- Born: 1951 (age 73–74)
- Origin: Los Angeles, California, U.S.
- Genres: Pop; rock;
- Years active: 1976–present

= Mike Piccirillo =

American singer

Michael Lynn Piccirillo (born 1951) is an American record producer and songwriter who began working professionally in the Los Angeles music business in 1976. In conjunction with production partner George Tobin, and subsequently Gary Goetzman, Piccirillo co-produced 31 albums between 1976 and 1992.

==Career==
Piccirillo has also been an underscore composer on many animated TV series. Between 1995 and 2004, Piccirillo's musical underscore appears on over 500 half-hour TV animated episodes, mainly for DIC Entertainment produced shows. He also composed the third theme for the 1987-2001 DIC logo. Many of these TV series also feature main title songs composed by Piccirillo. Animated series highlights include Sabrina: The Animated Series, Sabrina's Secret Life, Inspector Gadget's Field Trip, Sonic Underground, The Wacky World of Tex Avery, Trollz, Gadget Boy, Archie's Weird Mysteries, and many others. Piccirillo is still active in professional music production, songwriting and being a performing musician.

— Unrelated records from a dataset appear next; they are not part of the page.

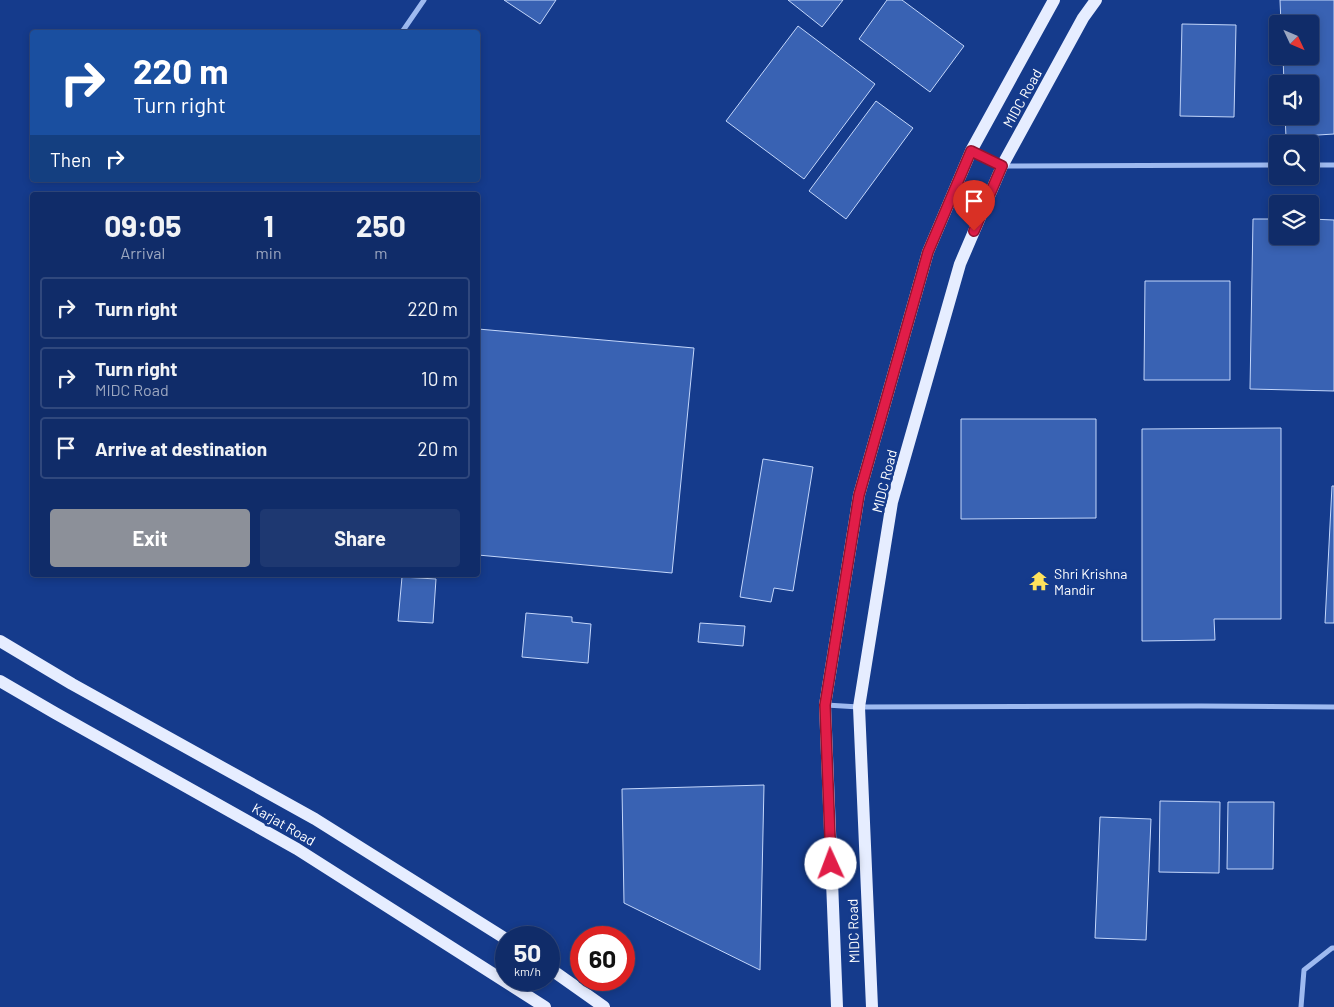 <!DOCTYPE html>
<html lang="en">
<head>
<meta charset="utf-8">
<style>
	body { margin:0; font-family:Barlow,sans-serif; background:#1e3871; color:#f1f3f6; height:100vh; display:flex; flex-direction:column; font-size:19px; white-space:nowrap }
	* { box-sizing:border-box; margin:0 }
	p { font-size:16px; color:#9ca7c0 }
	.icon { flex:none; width:28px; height:28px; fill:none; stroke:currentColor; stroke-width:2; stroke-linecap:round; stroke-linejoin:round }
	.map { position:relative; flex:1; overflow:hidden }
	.panel { position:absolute; left:30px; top:192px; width:450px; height:385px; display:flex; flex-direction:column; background:#102c69; border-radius:5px; box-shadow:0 2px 8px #0003,0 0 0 1px #30487d }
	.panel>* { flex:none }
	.hud { position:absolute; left:30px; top:30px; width:450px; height:152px; border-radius:5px; box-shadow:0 2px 8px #0003,0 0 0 1px #30487d; background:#1a4fa0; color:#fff; overflow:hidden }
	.needle { width:32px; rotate:134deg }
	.buttons { position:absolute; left:1269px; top:15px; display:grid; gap:10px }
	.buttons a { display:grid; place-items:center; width:50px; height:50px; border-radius:5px; background:#102c69; box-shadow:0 2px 8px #0003,0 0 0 1px #30487d; font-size:25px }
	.speed { position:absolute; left:495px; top:926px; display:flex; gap:10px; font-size:25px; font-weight:700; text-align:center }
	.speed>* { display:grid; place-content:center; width:65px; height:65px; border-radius:50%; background:#102c69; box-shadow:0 2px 8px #0003,0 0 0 1px #30487d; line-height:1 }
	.speed small { font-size:12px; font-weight:400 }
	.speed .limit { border:8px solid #d22; background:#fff; color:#111 }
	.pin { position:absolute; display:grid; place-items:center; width:42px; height:42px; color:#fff; margin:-51px -21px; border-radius:50% 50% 50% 0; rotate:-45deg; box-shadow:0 0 5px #0007 }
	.pin .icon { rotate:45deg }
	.me { position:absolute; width:55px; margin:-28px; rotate:358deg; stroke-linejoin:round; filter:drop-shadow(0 0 4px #0008) }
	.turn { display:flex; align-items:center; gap:18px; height:105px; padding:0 20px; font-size:22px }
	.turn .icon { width:65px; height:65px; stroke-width:2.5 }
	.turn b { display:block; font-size:35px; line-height:42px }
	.then { display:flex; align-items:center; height:48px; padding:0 20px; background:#0003; gap:10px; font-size:19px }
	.eta { display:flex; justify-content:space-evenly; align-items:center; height:85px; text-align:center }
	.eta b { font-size:30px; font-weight:700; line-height:35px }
	.cta { display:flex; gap:10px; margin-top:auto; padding:10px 20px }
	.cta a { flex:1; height:58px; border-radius:5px; background:#8c9099; color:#fff; font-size:20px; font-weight:700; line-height:58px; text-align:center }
	.cta a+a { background:#1e3871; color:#f1f3f6 }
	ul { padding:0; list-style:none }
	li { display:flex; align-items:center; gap:15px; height:62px; margin:0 10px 8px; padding:0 10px; border:2px solid #30487d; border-radius:5px }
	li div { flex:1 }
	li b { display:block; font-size:19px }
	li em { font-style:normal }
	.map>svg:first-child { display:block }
	.building { fill:#3962b3; stroke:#c4d7fb }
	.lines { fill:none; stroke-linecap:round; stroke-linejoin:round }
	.street { stroke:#9ebaf0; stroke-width:5 }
	.primary { stroke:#e6edff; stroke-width:12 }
	.route-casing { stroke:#92132f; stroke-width:12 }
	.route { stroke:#e11d48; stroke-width:9 }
	.labels { text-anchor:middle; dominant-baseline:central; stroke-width:5; stroke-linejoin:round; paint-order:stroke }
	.street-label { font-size:14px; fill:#fff; stroke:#153b8c }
	.poi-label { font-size:14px; fill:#fff; stroke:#153b8c; text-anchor:start }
</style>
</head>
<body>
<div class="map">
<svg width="1334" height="1007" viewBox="0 0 1334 1007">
	<rect width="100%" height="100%" fill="#153b8c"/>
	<path class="building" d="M 504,0 L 556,0 L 540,24 Z
		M 788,0 L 843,0 L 822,27 Z
		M 887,0 L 902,0 L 964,46 L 930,92 L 859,39 Z
		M 1280,0 L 1334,0 L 1334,134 L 1286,137 L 1285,116 L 1310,116 L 1310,84 L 1284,84 L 1283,56 L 1310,56 L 1310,24 L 1281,24 Z
		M 1182,24 L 1236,25 L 1234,117 L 1180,116 Z
		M 798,26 L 875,84 L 804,179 L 726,121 Z
		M 876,101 L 913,128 L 846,219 L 809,191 Z
		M 1253,219 L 1278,219 L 1278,236 L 1310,236 L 1310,219 L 1334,220 L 1334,391 L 1250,389 Z
		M 1145,281 L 1230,281 L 1230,380 L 1144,380 Z
		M 478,329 L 694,348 L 672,573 L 478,555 Z
		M 961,419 L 1096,419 L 1096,518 L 961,519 Z
		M 1281,428 L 1281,619 L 1214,619 L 1215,640 L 1142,641 L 1142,429 Z
		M 763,459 L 813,467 L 793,591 L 774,588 L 771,602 L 740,597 Z
		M 1332,486 L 1334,486 L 1334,623 L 1325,623 Z
		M 402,577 L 436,579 L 433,623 L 398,621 Z
		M 526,613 L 572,617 L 572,622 L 591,624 L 588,663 L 522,657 Z
		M 700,623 L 745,626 L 743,646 L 698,642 Z
		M 764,785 L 760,970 L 624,903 L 622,789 Z
		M 1160,801 L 1220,802 L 1219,873 L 1159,872 Z
		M 1228,802 L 1274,802 L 1273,869 L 1227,869 Z
		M 1100,817 L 1151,819 L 1146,940 L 1095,938 Z"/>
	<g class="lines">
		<path class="street" d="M 402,32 L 424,0
			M 971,151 L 1002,166 L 1278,165
			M 1310,165 L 1334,165
			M 826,705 L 859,707 L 1201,706 L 1334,707
			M 1301,1007 L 1304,970 L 1332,948 L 1334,948"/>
		<path class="primary" d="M 0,641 L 72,684 L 315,819 L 506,939
			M 0,681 L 55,713 L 297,849 L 545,1007
			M 549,968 L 604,1007
			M 837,1007 L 825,705 L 859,495 L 928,252 L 971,151 L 1054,0
			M 872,1007 L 859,707 L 892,502 L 960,264 L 1002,166 L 1083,18 L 1096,0"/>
	</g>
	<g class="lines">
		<defs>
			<path id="route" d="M 831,864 L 825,705 L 859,495 L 928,252 L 971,151 L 1002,166 L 974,231"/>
		</defs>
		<use href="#route" class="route-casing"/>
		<use href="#route" class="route"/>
	</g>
	<defs>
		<symbol id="temple-bare" viewBox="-9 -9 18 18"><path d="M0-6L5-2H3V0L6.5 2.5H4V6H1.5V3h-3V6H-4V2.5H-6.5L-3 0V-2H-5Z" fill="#ffe25c" stroke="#153b8c" stroke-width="2.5" paint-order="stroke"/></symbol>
	</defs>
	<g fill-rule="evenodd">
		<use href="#temple-bare" x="1025" y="567" width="28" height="28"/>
	</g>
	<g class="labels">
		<g class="street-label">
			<text transform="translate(1022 98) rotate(-61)">MIDC Road</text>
			<text transform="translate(884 481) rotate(-76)">MIDC Road</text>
			<text transform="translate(284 824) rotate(30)">Karjat Road</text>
			<text transform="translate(853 931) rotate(-92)">MIDC Road</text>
		</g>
		<g class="poi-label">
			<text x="1054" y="573">Shri Krishna<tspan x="1054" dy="16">Mandir</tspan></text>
		</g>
	</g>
</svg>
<div class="buttons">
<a><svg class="needle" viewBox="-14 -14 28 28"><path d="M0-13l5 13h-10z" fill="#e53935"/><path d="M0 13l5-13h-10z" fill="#9ca7c0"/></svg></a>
<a><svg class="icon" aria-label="sound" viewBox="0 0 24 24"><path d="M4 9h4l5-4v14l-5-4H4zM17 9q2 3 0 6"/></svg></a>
<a><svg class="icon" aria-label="search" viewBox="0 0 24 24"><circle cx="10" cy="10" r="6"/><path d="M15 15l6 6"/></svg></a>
<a><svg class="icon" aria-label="layers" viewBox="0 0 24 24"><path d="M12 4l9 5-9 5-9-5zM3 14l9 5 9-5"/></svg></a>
</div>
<div class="speed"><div>50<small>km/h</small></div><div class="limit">60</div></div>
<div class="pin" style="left:974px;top:231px;background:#d93025"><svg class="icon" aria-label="arrive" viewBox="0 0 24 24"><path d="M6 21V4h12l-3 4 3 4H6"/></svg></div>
<svg class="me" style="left:831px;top:864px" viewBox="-20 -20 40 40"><circle r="19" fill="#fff"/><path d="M0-13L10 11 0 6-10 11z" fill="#e11d48"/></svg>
<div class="hud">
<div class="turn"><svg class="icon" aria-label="right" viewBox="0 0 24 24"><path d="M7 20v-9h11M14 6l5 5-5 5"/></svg><div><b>220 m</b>Turn right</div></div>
<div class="then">Then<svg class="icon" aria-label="right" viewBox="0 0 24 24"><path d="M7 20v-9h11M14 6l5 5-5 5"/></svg></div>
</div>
<section class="panel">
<div class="eta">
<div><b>09:05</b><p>Arrival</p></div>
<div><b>1</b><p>min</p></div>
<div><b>250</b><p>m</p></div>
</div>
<ul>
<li><svg class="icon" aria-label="right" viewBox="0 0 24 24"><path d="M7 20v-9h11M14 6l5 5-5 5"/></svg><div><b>Turn right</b></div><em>220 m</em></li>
<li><svg class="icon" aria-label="right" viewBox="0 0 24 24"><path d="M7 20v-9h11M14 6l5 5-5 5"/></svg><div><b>Turn right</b><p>MIDC Road</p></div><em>10 m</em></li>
<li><svg class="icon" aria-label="arrive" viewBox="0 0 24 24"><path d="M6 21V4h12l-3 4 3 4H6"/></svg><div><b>Arrive at destination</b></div><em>20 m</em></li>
</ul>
<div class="cta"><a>Exit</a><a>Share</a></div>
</section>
</div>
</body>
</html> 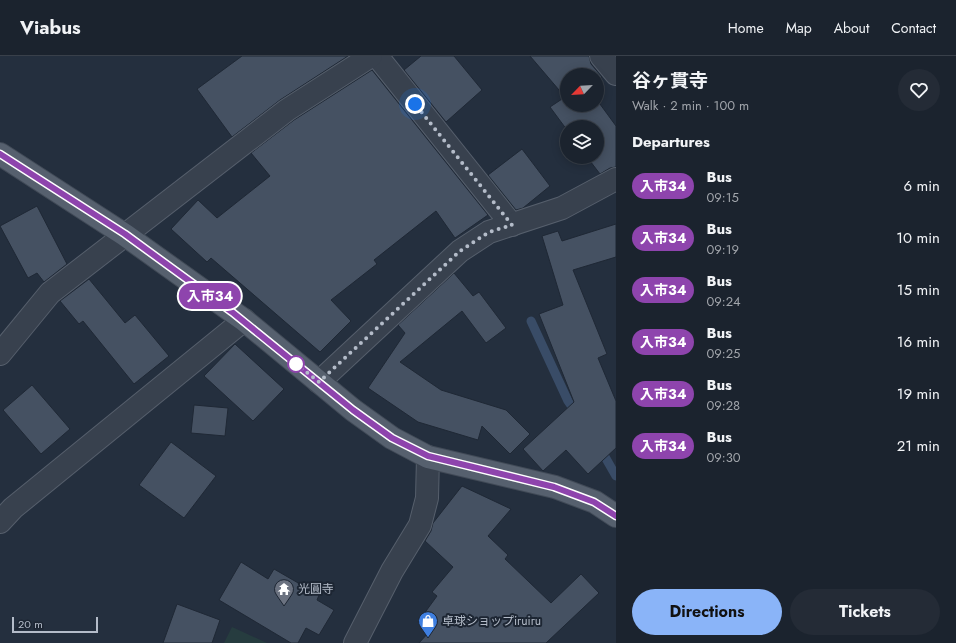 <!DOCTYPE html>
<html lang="en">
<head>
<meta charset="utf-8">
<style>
  :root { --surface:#1b232e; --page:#242b36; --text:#f1f3f6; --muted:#a0a4aa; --line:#39404a; --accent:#8ab4f8 }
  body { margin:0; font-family:Jost,"Noto Sans JP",sans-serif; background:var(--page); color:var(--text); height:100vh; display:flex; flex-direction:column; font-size:15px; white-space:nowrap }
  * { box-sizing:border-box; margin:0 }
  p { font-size:13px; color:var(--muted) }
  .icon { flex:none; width:22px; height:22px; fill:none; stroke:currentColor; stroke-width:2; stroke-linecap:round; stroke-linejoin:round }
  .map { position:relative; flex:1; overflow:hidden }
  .drawer { display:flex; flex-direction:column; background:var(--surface); width:340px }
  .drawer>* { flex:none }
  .badge { padding:0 8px; border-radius:13px; font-size:14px; line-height:26px }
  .needle { width:26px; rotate:245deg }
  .controls { position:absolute; left:560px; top:12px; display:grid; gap:8px }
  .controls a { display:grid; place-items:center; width:44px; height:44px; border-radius:50%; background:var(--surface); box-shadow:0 2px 10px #0003,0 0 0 1px var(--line); font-size:20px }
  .scale { position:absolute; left:12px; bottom:10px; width:86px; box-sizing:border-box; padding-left:4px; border:2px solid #b4bcc9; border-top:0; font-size:11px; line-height:14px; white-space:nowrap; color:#b4bcc9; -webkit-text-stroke:3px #1d2633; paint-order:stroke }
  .you { position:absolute; width:20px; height:20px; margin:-10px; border:3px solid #fff; border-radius:50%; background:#1a73e8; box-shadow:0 0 0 6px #1a73e833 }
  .map>.badge { position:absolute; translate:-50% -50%; box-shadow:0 0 0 2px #fff }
  h2 { padding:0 16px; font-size:15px; line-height:36px }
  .round { display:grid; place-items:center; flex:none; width:42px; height:42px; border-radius:21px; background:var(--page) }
  .overview { display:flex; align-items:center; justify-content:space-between; height:68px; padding:0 16px }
  h1 { font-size:19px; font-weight:700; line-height:30px }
  .action { display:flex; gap:8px; margin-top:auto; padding:8px 16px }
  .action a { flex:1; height:46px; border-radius:24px; background:var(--accent); color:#111; font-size:16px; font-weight:700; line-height:46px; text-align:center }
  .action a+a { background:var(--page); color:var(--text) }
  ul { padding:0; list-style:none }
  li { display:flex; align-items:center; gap:12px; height:52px; padding:0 16px }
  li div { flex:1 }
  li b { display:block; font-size:15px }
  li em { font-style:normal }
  li .badge { min-width:44px; font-weight:700; text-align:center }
  header { display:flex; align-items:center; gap:24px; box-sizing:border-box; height:56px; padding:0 20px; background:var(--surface); border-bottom:1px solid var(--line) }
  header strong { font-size:19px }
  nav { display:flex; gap:22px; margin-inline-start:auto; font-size:14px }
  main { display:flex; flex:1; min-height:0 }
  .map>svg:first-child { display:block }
</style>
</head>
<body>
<header>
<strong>Viabus</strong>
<nav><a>Home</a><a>Map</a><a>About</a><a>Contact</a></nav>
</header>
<main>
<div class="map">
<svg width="616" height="587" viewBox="0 0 616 587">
  <rect width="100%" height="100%" fill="#242f3e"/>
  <path fill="#263c3f" d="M 232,571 L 267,587 L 224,587 Z"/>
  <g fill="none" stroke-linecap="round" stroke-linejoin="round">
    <g stroke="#394c67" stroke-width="9">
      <path d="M 531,265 L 568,345 L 577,358"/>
      <path d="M 600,392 L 616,420"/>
    </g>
  </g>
  <g fill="#455162" stroke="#1f2835">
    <path d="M 242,0 L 348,0 L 280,44 L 232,81 L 197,33 Z"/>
    <path d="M 421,0 L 454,0 L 482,34 L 446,66 L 404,14 Z"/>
    <path d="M 530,0 L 589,0 L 591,8 L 602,21 L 597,25 L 597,19 L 567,19 L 567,49 L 597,49 L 597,44 L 616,70 L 616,111 L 610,112 L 600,118 L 587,101 L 597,101 L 597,71 L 567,71 L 567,74 L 550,51 L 565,41 Z"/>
    <path d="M 372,14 L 488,159 L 455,182 L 436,155 L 374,204 L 377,208 L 331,244 L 351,265 L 320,296 L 211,202 L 207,206 L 171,173 L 198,144 L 217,162 L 270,120 L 251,97 L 294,64 Z"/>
    <path d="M 522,93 L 550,130 L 523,152 L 516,154 L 488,119 Z"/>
    <path d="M 37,150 L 67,208 L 44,226 L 37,217 L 28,222 L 0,170 Z"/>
    <path d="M 616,168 L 616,201 L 573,214 L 607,298 L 598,302 L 616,345 L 616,392 L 588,418 L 566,394 L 543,415 L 523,393 L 574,346 L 539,258 L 563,249 L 542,180 L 558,175 L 562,185 Z"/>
    <path d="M 454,217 L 473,240 L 479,236 L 506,272 L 486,287 L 462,255 L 400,306 L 441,334 L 506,354 L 530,378 L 510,398 L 482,370 L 478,384 L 418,366 L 368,332 L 405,277 L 398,269 Z"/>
    <path d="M 89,223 L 125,267 L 135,259 L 169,300 L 134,328 L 83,265 L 79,268 L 60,245 Z"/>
    <path d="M 235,288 L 284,333 L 253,365 L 204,320 Z"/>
    <path d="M 32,329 L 70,373 L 41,398 L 3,354 Z"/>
    <path d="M 194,349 L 228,352 L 225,380 L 191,377 Z"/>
    <path d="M 171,386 L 216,420 L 184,462 L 139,429 Z"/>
    <path d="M 462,430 L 511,453 L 488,480 L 508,499 L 505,503 L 551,547 L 581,518 L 599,537 L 546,587 L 419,587 L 429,576 L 418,566 L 437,540 L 432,536 L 453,511 L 425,485 L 431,475 L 433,467 Z"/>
    <path d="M 241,506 L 268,523 L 274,513 L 319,539 L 317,544 L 334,554 L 319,579 L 306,572 L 298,587 L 291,587 L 219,544 Z"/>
    <path d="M 177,548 L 220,564 L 212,587 L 163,587 Z"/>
  </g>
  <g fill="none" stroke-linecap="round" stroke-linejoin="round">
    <g stroke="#565f6c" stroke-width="24">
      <g id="street">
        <path d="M 377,0 L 512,169"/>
        <path d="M 601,0 L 616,18"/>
        <path d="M 0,298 L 50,237 L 287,54 L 371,0"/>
        <path d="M 319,326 L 460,195 L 489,176 L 562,152 L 616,123"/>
        <path d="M 0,466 L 13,452 L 244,264"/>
        <path d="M 355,587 L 392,515 L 420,469 L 427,442 L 428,401"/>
      </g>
    </g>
    <g stroke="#414a57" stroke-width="24">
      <path id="primary" d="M 0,98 L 125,179 L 244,264 L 353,354 L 392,382 L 428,401 L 555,431 L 595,446 L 616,460"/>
    </g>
    <use href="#street" stroke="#38414e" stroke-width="22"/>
    <use href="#primary" stroke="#56606e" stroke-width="22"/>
  </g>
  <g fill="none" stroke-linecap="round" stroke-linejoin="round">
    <g stroke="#fff" stroke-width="9">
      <path id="line" d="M 0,98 L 125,178 L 232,256 L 353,354 L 392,382 L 428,400 L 554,431 L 594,446 L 616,460"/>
    </g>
    <use href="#line" stroke="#8e44ad" stroke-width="6"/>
    <path stroke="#b4bcc9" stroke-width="4" stroke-dasharray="0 7.2" d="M 296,308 L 319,326 L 460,195 L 489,176 L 512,169 L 415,48"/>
  </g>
  <defs>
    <g id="temple-pin" transform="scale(1)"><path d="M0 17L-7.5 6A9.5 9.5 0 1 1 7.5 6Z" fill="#6b7280" stroke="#1d2633"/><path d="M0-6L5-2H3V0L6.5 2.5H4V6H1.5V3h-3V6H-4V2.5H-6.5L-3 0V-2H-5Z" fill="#fff"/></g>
    <g id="shop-pin" transform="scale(1)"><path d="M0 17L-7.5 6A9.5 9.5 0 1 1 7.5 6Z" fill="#3f7fe0" stroke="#1d2633"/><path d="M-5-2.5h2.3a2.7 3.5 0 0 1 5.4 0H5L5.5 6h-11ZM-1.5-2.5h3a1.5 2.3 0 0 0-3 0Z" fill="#fff"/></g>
  </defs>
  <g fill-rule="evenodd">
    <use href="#temple-pin" x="284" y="533"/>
    <use href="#shop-pin" x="428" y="565"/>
  </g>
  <circle fill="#fff" stroke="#8e44ad" stroke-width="2" cx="296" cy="308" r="8"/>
  <g text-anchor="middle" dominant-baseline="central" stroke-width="4" stroke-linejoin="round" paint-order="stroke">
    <g font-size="12" fill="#b4bcc9" stroke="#1d2633" text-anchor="start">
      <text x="298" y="533">光圓寺</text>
      <text x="442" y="565">卓球ショップiruiru</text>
    </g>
  </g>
</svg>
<div class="controls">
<a><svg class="needle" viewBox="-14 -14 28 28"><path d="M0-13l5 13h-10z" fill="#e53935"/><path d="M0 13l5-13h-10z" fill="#a0a4aa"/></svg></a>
<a><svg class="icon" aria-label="layers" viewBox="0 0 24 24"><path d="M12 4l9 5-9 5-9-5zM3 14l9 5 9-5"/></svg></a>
</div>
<div class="scale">20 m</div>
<div class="you" style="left:415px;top:48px"></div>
<b class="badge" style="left:210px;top:240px;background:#8e44ad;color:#fff">入市34</b>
</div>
<section class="drawer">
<div class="overview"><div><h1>谷ヶ貫寺</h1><p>Walk · 2 min · 100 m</p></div><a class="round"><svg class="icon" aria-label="heart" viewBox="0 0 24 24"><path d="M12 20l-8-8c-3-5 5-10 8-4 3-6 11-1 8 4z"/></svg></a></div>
<h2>Departures</h2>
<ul>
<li><span class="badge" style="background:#8e44ad;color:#fff">入市34</span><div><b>Bus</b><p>09:15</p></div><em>6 min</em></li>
<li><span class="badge" style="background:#8e44ad;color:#fff">入市34</span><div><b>Bus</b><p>09:19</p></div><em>10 min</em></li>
<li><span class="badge" style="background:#8e44ad;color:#fff">入市34</span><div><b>Bus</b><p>09:24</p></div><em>15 min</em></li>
<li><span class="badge" style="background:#8e44ad;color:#fff">入市34</span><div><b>Bus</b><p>09:25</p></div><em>16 min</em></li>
<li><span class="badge" style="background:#8e44ad;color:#fff">入市34</span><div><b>Bus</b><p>09:28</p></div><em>19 min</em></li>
<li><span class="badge" style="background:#8e44ad;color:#fff">入市34</span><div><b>Bus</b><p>09:30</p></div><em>21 min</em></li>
</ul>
<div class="action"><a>Directions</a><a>Tickets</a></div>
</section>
</main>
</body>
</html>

Piccirillo production hits include Smokey Robinson's “Being With You", Robert John's "Sad Eyes", and Kim Carnes' "More Love", along with many other charted songs and productions. Artists include La Toya Jackson, Natalie Cole, Smokey Robinson, Tiffany, Kim Carnes, Thelma Houston, The Staple Singers, Go West, Robert John, and many others.

Mike Piccirillo and music partner Gary Goetzman co-wrote the vast majority of the 100+ plus Piccirillo songs that were released on various artists albums between 1976 and 1995.

==Works==
In 1995, Piccirillo wrote and produced 15 songs that were featured in the Tom Hanks written and directed film That Thing You Do. Six of those songs appeared on the film's soundtrack CD.

Additional Piccirillo songs appear in approximately 28 theatrical films released between 1982 and 1995, including A Nightmare on Elm Street 4: The Dream Master, Police Academy 2, Child's Play, Fright Night, Kickboxer, Jetsons: The Movie, Big Momma's House, Little Monsters and many others.